Start of Record set

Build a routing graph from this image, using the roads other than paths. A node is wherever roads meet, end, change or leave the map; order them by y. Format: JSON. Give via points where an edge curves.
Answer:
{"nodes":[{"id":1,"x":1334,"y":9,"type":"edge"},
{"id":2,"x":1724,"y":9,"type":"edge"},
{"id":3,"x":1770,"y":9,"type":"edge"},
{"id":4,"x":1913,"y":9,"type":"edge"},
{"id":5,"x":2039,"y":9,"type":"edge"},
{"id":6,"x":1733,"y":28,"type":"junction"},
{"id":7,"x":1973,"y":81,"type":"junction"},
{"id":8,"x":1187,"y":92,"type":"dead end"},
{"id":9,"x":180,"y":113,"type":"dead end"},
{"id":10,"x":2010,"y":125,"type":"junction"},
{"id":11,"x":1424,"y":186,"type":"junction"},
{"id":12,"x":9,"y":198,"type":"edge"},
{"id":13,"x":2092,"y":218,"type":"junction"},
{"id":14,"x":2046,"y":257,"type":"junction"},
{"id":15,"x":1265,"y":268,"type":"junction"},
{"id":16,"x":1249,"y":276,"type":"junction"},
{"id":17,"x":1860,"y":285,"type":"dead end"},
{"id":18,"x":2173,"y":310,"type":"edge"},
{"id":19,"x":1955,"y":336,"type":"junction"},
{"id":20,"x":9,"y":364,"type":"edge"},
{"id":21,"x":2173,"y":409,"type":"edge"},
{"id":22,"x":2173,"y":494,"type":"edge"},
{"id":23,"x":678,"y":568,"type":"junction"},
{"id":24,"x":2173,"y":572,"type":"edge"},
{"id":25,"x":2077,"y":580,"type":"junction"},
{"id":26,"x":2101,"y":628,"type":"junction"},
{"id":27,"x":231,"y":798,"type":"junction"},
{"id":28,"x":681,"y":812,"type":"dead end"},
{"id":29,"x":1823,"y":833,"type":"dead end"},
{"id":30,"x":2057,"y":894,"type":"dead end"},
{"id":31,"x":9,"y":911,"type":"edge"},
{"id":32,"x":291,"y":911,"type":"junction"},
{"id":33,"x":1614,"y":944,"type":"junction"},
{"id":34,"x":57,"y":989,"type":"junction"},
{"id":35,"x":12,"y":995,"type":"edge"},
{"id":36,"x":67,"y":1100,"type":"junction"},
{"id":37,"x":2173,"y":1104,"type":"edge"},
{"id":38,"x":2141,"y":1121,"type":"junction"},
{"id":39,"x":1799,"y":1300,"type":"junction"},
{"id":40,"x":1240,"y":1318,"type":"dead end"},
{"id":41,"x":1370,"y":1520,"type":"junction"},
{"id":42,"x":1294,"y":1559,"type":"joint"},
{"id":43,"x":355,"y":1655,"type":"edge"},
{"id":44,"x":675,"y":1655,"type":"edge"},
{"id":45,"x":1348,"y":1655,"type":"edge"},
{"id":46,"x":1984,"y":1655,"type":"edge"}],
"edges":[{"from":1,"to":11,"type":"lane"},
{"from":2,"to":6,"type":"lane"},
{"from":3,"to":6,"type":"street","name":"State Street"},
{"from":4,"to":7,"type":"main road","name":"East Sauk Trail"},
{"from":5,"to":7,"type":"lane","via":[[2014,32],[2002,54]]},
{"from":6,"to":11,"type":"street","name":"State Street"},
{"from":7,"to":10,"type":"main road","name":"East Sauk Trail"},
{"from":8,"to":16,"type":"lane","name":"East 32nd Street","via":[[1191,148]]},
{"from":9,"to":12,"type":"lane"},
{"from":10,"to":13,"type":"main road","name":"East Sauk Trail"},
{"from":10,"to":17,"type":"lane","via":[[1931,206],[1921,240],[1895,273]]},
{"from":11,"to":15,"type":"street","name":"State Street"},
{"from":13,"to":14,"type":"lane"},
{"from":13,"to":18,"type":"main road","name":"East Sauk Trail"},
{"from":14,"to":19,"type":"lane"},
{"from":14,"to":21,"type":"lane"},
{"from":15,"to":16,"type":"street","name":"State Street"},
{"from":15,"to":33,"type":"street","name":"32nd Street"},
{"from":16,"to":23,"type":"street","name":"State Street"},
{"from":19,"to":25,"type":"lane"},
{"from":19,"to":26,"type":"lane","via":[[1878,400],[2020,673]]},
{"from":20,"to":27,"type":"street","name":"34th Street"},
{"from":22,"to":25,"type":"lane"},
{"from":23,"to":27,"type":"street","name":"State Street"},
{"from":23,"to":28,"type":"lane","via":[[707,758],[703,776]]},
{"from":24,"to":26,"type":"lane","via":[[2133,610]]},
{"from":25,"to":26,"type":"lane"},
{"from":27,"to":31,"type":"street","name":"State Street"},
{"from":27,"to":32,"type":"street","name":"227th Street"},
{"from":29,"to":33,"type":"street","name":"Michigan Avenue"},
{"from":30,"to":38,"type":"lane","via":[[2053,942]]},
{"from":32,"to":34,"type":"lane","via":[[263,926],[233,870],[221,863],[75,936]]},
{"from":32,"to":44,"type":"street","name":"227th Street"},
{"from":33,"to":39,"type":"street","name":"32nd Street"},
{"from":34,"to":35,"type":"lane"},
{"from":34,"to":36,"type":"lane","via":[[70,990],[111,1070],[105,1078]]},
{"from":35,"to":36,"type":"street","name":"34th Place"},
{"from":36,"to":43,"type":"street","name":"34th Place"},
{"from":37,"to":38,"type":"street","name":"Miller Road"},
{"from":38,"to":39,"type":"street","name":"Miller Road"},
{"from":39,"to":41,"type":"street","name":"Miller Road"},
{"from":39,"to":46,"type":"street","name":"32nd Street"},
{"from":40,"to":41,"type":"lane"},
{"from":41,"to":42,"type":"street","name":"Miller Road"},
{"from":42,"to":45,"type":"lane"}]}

End of Record set

Exercise description: Retype each entry exactly.

Response to the task:
Build a routing graph from this image, using the roads other than paths. A node is wherever roads meet, end, change or leave the map; order them by y. Format: JSON. Give via points where an edge curves.
Answer:
{"nodes":[{"id":1,"x":1334,"y":9,"type":"edge"},
{"id":2,"x":1724,"y":9,"type":"edge"},
{"id":3,"x":1770,"y":9,"type":"edge"},
{"id":4,"x":1913,"y":9,"type":"edge"},
{"id":5,"x":2039,"y":9,"type":"edge"},
{"id":6,"x":1733,"y":28,"type":"junction"},
{"id":7,"x":1973,"y":81,"type":"junction"},
{"id":8,"x":1187,"y":92,"type":"dead end"},
{"id":9,"x":180,"y":113,"type":"dead end"},
{"id":10,"x":2010,"y":125,"type":"junction"},
{"id":11,"x":1424,"y":186,"type":"junction"},
{"id":12,"x":9,"y":198,"type":"edge"},
{"id":13,"x":2092,"y":218,"type":"junction"},
{"id":14,"x":2046,"y":257,"type":"junction"},
{"id":15,"x":1265,"y":268,"type":"junction"},
{"id":16,"x":1249,"y":276,"type":"junction"},
{"id":17,"x":1860,"y":285,"type":"dead end"},
{"id":18,"x":2173,"y":310,"type":"edge"},
{"id":19,"x":1955,"y":336,"type":"junction"},
{"id":20,"x":9,"y":364,"type":"edge"},
{"id":21,"x":2173,"y":409,"type":"edge"},
{"id":22,"x":2173,"y":494,"type":"edge"},
{"id":23,"x":678,"y":568,"type":"junction"},
{"id":24,"x":2173,"y":572,"type":"edge"},
{"id":25,"x":2077,"y":580,"type":"junction"},
{"id":26,"x":2101,"y":628,"type":"junction"},
{"id":27,"x":231,"y":798,"type":"junction"},
{"id":28,"x":681,"y":812,"type":"dead end"},
{"id":29,"x":1823,"y":833,"type":"dead end"},
{"id":30,"x":2057,"y":894,"type":"dead end"},
{"id":31,"x":9,"y":911,"type":"edge"},
{"id":32,"x":291,"y":911,"type":"junction"},
{"id":33,"x":1614,"y":944,"type":"junction"},
{"id":34,"x":57,"y":989,"type":"junction"},
{"id":35,"x":12,"y":995,"type":"edge"},
{"id":36,"x":67,"y":1100,"type":"junction"},
{"id":37,"x":2173,"y":1104,"type":"edge"},
{"id":38,"x":2141,"y":1121,"type":"junction"},
{"id":39,"x":1799,"y":1300,"type":"junction"},
{"id":40,"x":1240,"y":1318,"type":"dead end"},
{"id":41,"x":1370,"y":1520,"type":"junction"},
{"id":42,"x":1294,"y":1559,"type":"joint"},
{"id":43,"x":355,"y":1655,"type":"edge"},
{"id":44,"x":675,"y":1655,"type":"edge"},
{"id":45,"x":1348,"y":1655,"type":"edge"},
{"id":46,"x":1984,"y":1655,"type":"edge"}],
"edges":[{"from":1,"to":11,"type":"lane"},
{"from":2,"to":6,"type":"lane"},
{"from":3,"to":6,"type":"street","name":"State Street"},
{"from":4,"to":7,"type":"main road","name":"East Sauk Trail"},
{"from":5,"to":7,"type":"lane","via":[[2014,32],[2002,54]]},
{"from":6,"to":11,"type":"street","name":"State Street"},
{"from":7,"to":10,"type":"main road","name":"East Sauk Trail"},
{"from":8,"to":16,"type":"lane","name":"East 32nd Street","via":[[1191,148]]},
{"from":9,"to":12,"type":"lane"},
{"from":10,"to":13,"type":"main road","name":"East Sauk Trail"},
{"from":10,"to":17,"type":"lane","via":[[1931,206],[1921,240],[1895,273]]},
{"from":11,"to":15,"type":"street","name":"State Street"},
{"from":13,"to":14,"type":"lane"},
{"from":13,"to":18,"type":"main road","name":"East Sauk Trail"},
{"from":14,"to":19,"type":"lane"},
{"from":14,"to":21,"type":"lane"},
{"from":15,"to":16,"type":"street","name":"State Street"},
{"from":15,"to":33,"type":"street","name":"32nd Street"},
{"from":16,"to":23,"type":"street","name":"State Street"},
{"from":19,"to":25,"type":"lane"},
{"from":19,"to":26,"type":"lane","via":[[1878,400],[2020,673]]},
{"from":20,"to":27,"type":"street","name":"34th Street"},
{"from":22,"to":25,"type":"lane"},
{"from":23,"to":27,"type":"street","name":"State Street"},
{"from":23,"to":28,"type":"lane","via":[[707,758],[703,776]]},
{"from":24,"to":26,"type":"lane","via":[[2133,610]]},
{"from":25,"to":26,"type":"lane"},
{"from":27,"to":31,"type":"street","name":"State Street"},
{"from":27,"to":32,"type":"street","name":"227th Street"},
{"from":29,"to":33,"type":"street","name":"Michigan Avenue"},
{"from":30,"to":38,"type":"lane","via":[[2053,942]]},
{"from":32,"to":34,"type":"lane","via":[[263,926],[233,870],[221,863],[75,936]]},
{"from":32,"to":44,"type":"street","name":"227th Street"},
{"from":33,"to":39,"type":"street","name":"32nd Street"},
{"from":34,"to":35,"type":"lane"},
{"from":34,"to":36,"type":"lane","via":[[70,990],[111,1070],[105,1078]]},
{"from":35,"to":36,"type":"street","name":"34th Place"},
{"from":36,"to":43,"type":"street","name":"34th Place"},
{"from":37,"to":38,"type":"street","name":"Miller Road"},
{"from":38,"to":39,"type":"street","name":"Miller Road"},
{"from":39,"to":41,"type":"street","name":"Miller Road"},
{"from":39,"to":46,"type":"street","name":"32nd Street"},
{"from":40,"to":41,"type":"lane"},
{"from":41,"to":42,"type":"street","name":"Miller Road"},
{"from":42,"to":45,"type":"lane"}]}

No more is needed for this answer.